There is so much we do not know about the long-term economic impact of the pandemic.
But one common theme for Britain, and for newly-installed President Joe Biden and his team in the US, is that the tolerance of fiscal promiscuity and monetary looseness has changed dramatically.
As the Biden team pushes hard for his first major intervention – an extra £1.4trillion of Covid-19 help for households, business and vaccinations – the Congressional Budget Office cautions that the US is on a path of rising debt.
A common theme for Britain, and for President Joe Biden and his team in the US, is that the tolerance of fiscal promiscuity and monetary looseness has changed dramatically
It reckons that by 2050, the US national debt, currently close to 100 per cent of output at £15trillion-plus, could be double that.
In the last year alone, borrowing soared by £2.2trillion – and this in a country where a balanced budget used to be an act of faith.
A big concern on the horizon, on both sides of the Atlantic, is whether the respective economies can absorb huge amounts of fiscal and monetary largesse without triggering 1970s-style inflation.
The US enjoys the privilege of being able to keep the printing presses whirling because the dollar is most of the world’s reserve currency. There isn’t a real alternative, unless one happens to be a bitcoin fan.
The current era of huge monetary easing began with the financial crisis. In the US it was also a period of fiscal expansion with Barack Obama unveiling a big stimulus and bailing out Detroit.
Much of the money created ended up as bonds held by the banks and insurers as tougher regulation required them to build up reserves for the next crisis.
The pandemic measures have seen a different response. The ‘haves’ in society have seen their bank accounts overflowing with cash and great swathes of that have flowed into global equity markets, swelling indexes to ever-new highs.
Symbols of that are the plundering of UK-quoted companies by US private equity adventurers and the swelling of hedge fund assets, which climbed by £159billion in the final quarter of 2020 and stand at £3.6trillion.
The enormous stimulus must be regarded as worthwhile in that it has steered the world clear of another Great Depression and the unconscionable unemployment and desolation portrayed so vividly in John Steinbeck’s novel, The Grapes of Wrath.
One doesn’t have to be a devotee of Milton Friedman to recognise that pouring huge amounts of cash into the economy and monetary financing, paying down the deficit by buying government bonds, can have serious consequences.
So far so good, as governments have battled the pandemic against a background of suppressed demand, output and trade.
Britain’s latest inflation data, showing a jump from 0.3 per cent to 0.6 per cent, clearly is not a problem.
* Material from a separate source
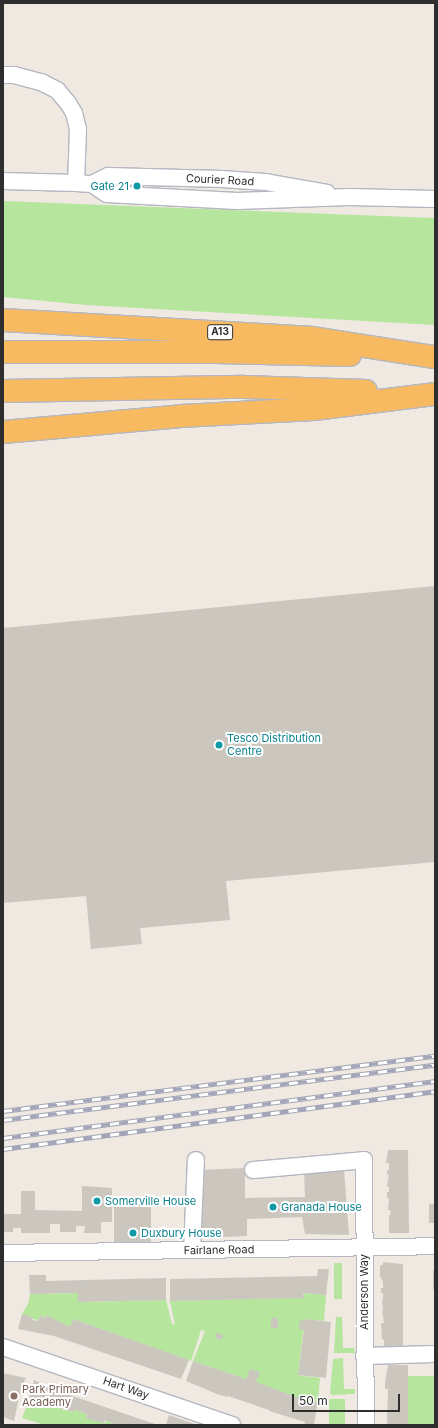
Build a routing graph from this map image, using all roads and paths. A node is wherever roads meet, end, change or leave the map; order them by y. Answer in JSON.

But as the global economy snaps out of hibernation, and we get the lift-off, the narrative may change.
What central banks have given they may have to take back, or risk climbing prices, wages and interest rates.
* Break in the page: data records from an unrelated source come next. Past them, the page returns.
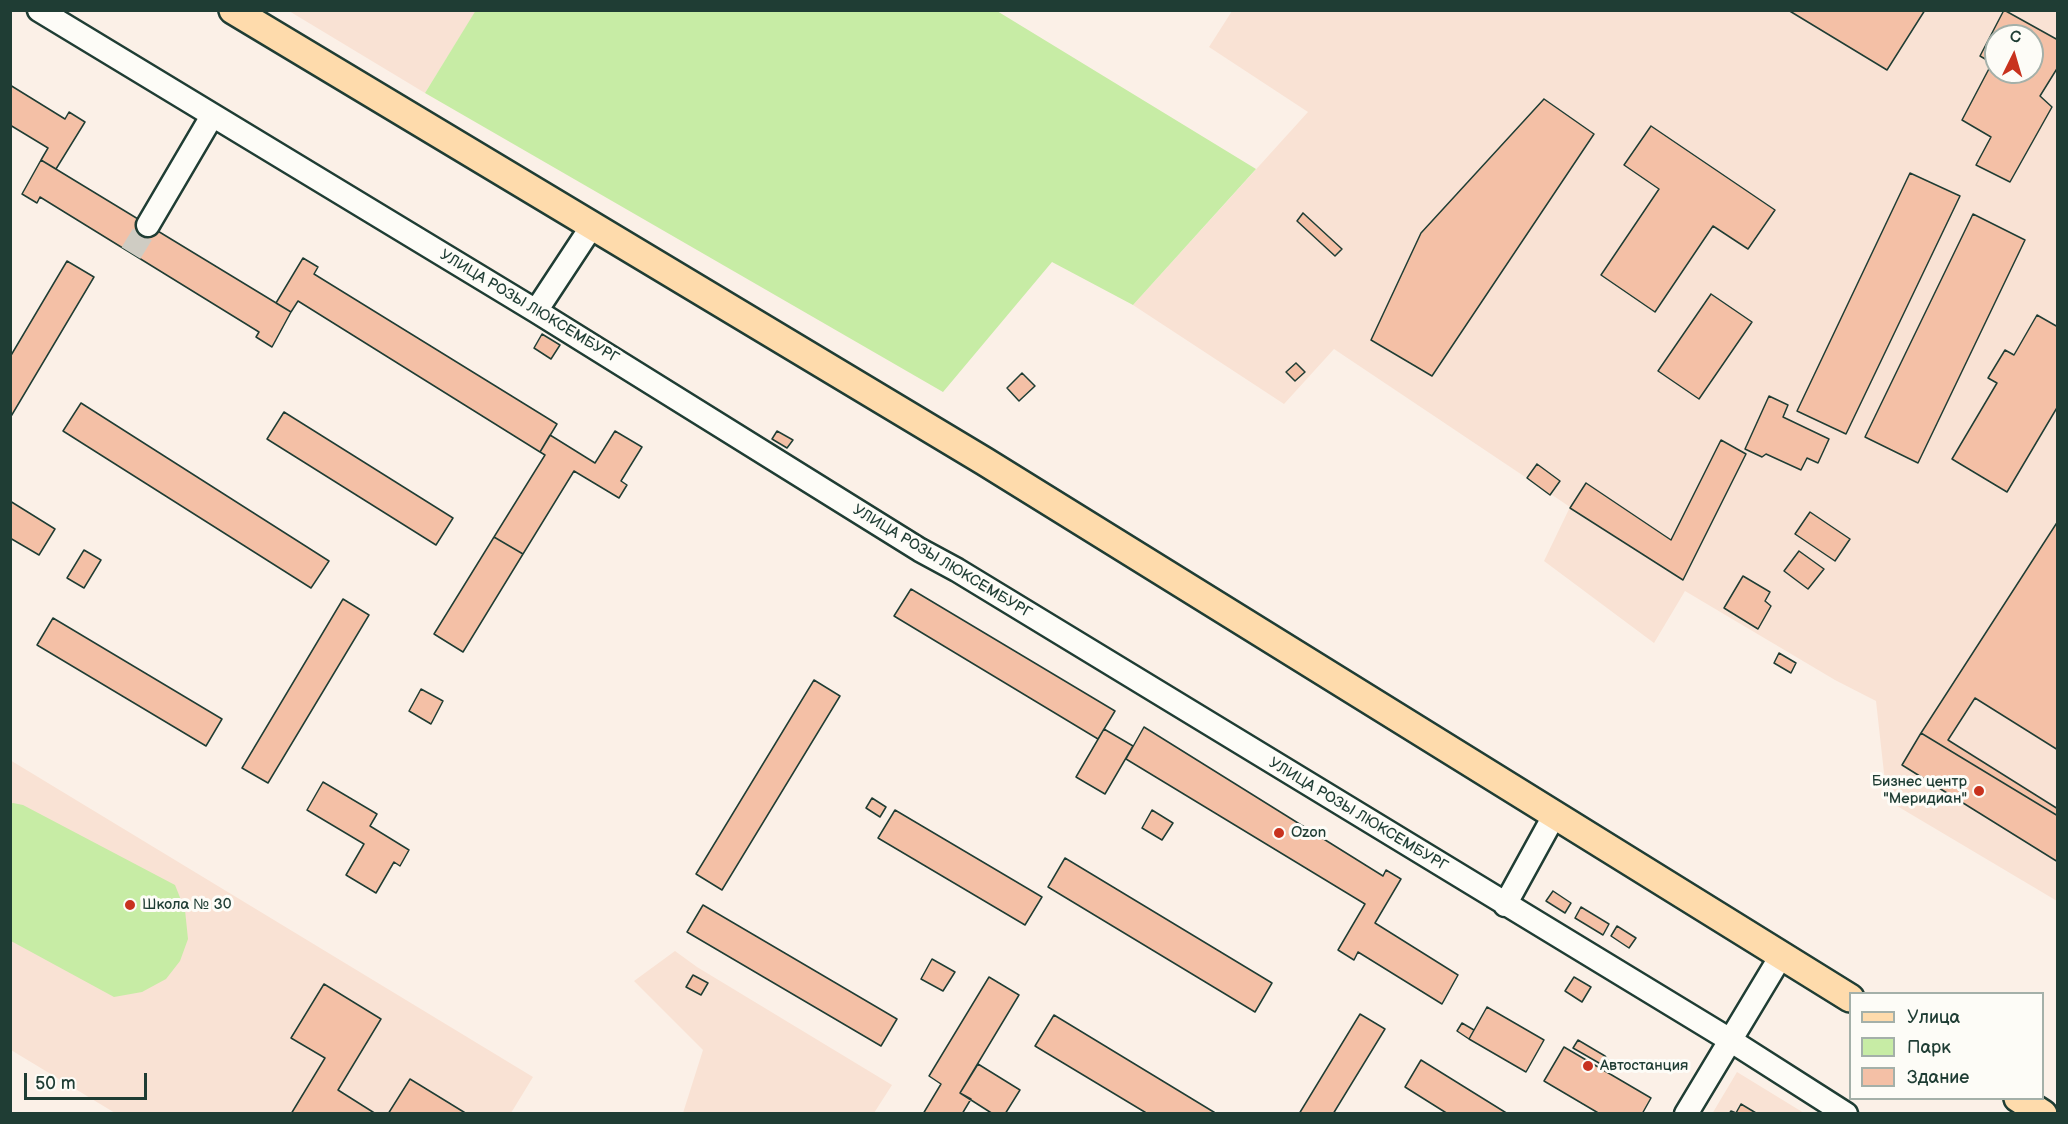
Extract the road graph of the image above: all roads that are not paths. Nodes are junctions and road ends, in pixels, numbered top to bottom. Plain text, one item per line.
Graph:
1 (39, 10) edge
2 (233, 10) edge
3 (212, 116) junction
4 (148, 225) tunnel mouth
5 (592, 226) junction
6 (536, 311) junction
7 (1555, 814) junction
8 (1505, 904) junction
9 (1781, 956) junction
10 (1849, 997) edge
11 (1730, 1040) junction
12 (2021, 1100) edge
13 (1686, 1113) edge
14 (1846, 1113) edge
15 (2043, 1113) edge

1 - 3 street, УЛИЦА РОЗЫ ЛЮКСЕМБУРГ
2 - 5 main road
3 - 4 street
3 - 6 street, УЛИЦА РОЗЫ ЛЮКСЕМБУРГ
5 - 6 street
5 - 7 main road
6 - 8 street, УЛИЦА РОЗЫ ЛЮКСЕМБУРГ
7 - 8 street
7 - 9 main road
8 - 11 street, УЛИЦА РОЗЫ ЛЮКСЕМБУРГ
9 - 10 main road
9 - 11 street
11 - 13 street
11 - 14 street, УЛИЦА РОЗЫ ЛЮКСЕМБУРГ
12 - 15 main road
High street and travel retailer WH Smith has a dishonourable history of fat-cattery.
In a year when there is a national expectation for chief executives to show restraint, WH Smith chief executive Carl Cowling has received a bloody nose with 33 per cent of investors voting against his pay.
Notionally, the vote was against a relatively modest £25,000 uplift. The bigger row has been about a new share incentive scheme, now being redrawn, which could have handed him a £4.5million bonus this year.
All of this after the newsagent made 1,500 workers redundant last summer and tapped shareholders for a £166million Covid-related fundraising.
The uprising marks the start of what will be a raucous annual general meeting season with firms paying bonuses – even greatly reduced bonuses – held to account.
There is an obvious irony in the partnership to help the less well-off between millionaire footballer Marcus Rashford and a fashion house making and selling expensive trench coats and luxury items.
But Burberry is among those UK companies which recognised broader responsibilities in an emergency by turning coat factories over to PPE and contributing to the Oxford-Astrazeneca vaccine.
Just as Burberry has done the right thing, so should Chancellor Rishi Sunak – by rescinding a decision to end the VAT break for overseas visitors. That ought to be a key part of the Global Britain agenda.